Até aqui, portanto, a flecha da política externa desloca-se unicamente no sentido da guerra. Não há, nem de um lado nem do outro, qualquer menção a retrocessos. Fora isso, a proximidade de tanta gente armada, com os nervos à flor da pele, normalmente não dá em boa coisa. São inúmeros os precedentes de guerras iniciadas do nada, apenas porque a atmosfera eletrificada gerava o ambiente perfeito para a amplificação de um episódio banal.
Argumenta-se que a Coréia do Norte não seria louca de iniciar uma guerra, pois não sobreviveria a mais de duas semanas de combate. Mas quem disse que eles se movem pela razão? Dá-se de barato que Kim Jong-Un usa a retórica belicista para ganhar sustentação política interna. Mas quem garante que ele precisa disso? Ou pior: quem garante que é ele o responsável pela escalada da crise? Sem nenhuma experiência ou background para governar um país, é possível que Kim Jong-Un seja apenas uma marionete manipulada por militares sem noção, que se julgam responsáveis por alguma missão divina, como destruir o “Imperialismo Ianque”.
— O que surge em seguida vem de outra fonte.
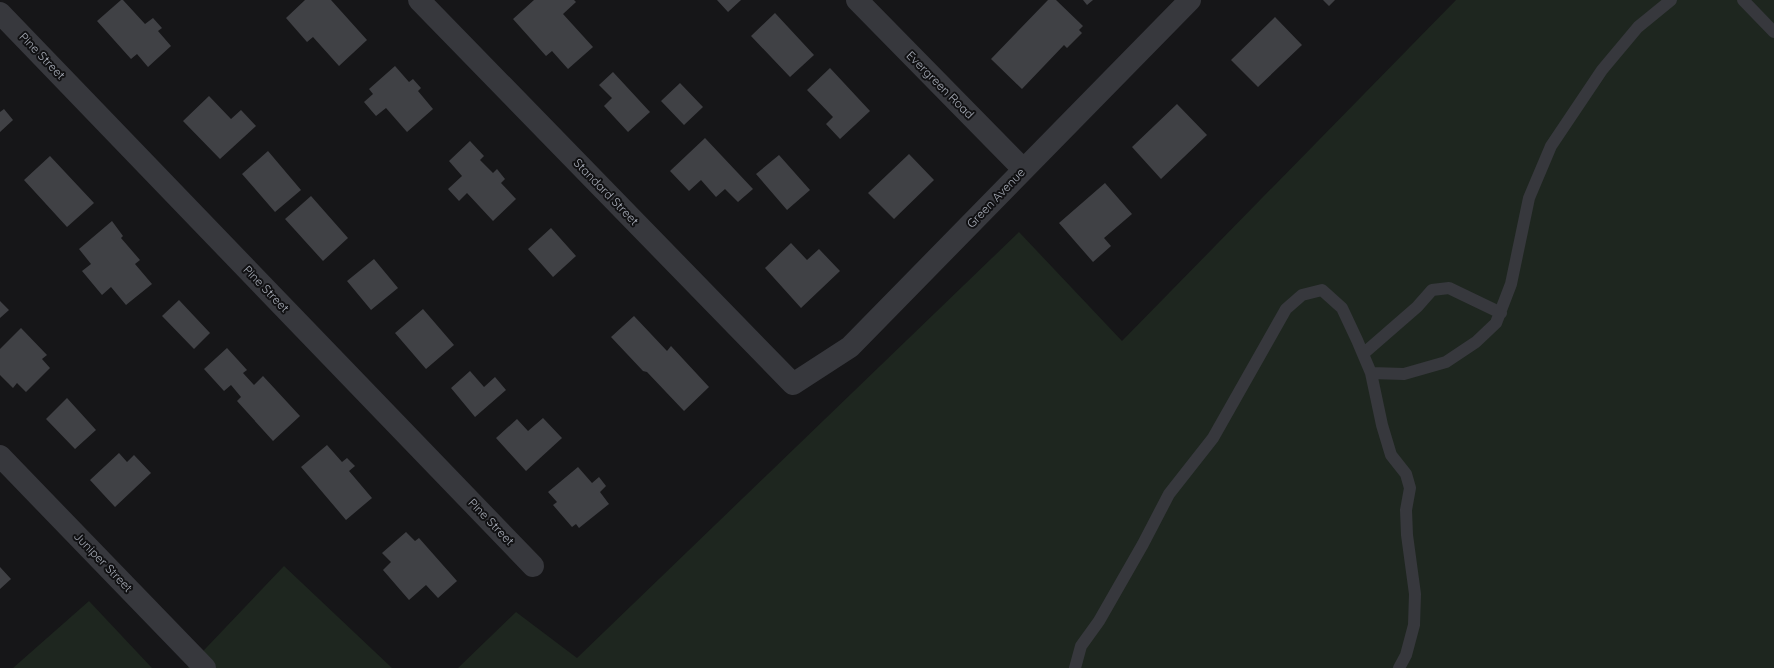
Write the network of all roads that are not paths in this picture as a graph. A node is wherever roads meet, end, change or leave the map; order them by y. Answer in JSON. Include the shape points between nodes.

Argumenta-se, também, que uma guerra poderia tirar da Coréia do Norte seu único apoio, a China. Essa conclusão também é precipitada. É certo que os chineses não desejam a guerra, provavelmente mais por motivos econômicos – uma eventual alta do preço do petróleo e uma nova crise econômica mundial – do que por motivos políticos. Mas se engana quem acha que, mesmo sendo contra o recrudescimento da violência na região, os chineses assistirão impassíveis uma reunificação da península sob o domínio do sul capitalista. A eles não interessa uma potência regional aliada dos Estados Unidos literalmente mordendo seus calcanhares. De uma forma ou de outra, a China não deixará que isso aconteça.
Na verdade, na verdade, ninguém tem a menor idéia do que está pra acontecer. Pode ser que a escalada da violência fique limitada à saliva. Pode ser que Kim Jong-Un esteja usando seu arsenal apenas para fazer uma variante da Chantagem Atômica. Ou pode ser que, daqui a alguns meses, estejamos todos analisando as razões do conflito na Coréia, para concluir que ele era inevitável. Mas sua inevitabilidade, como sempre, só foi descoberta depois.
É uma análise que se tem revelado difícil, embora a tendência seja de que tudo, ou quase tudo, não passe de arroubo para consumo interno, pois o fator econômico deve der preponderante, e mesmo aos aliados das duas Coreias não interessa um conflito em que nada pode trazer de vantagem para nenhuma das partes.
E obrigado pela atenção ao voltar a focalizar o tema atendendo uma sugestão minha.
Esperamos todos que seja isso mesmo, Comandante. E seu pedido é sempre uma ordem, hehehe. Um abraço.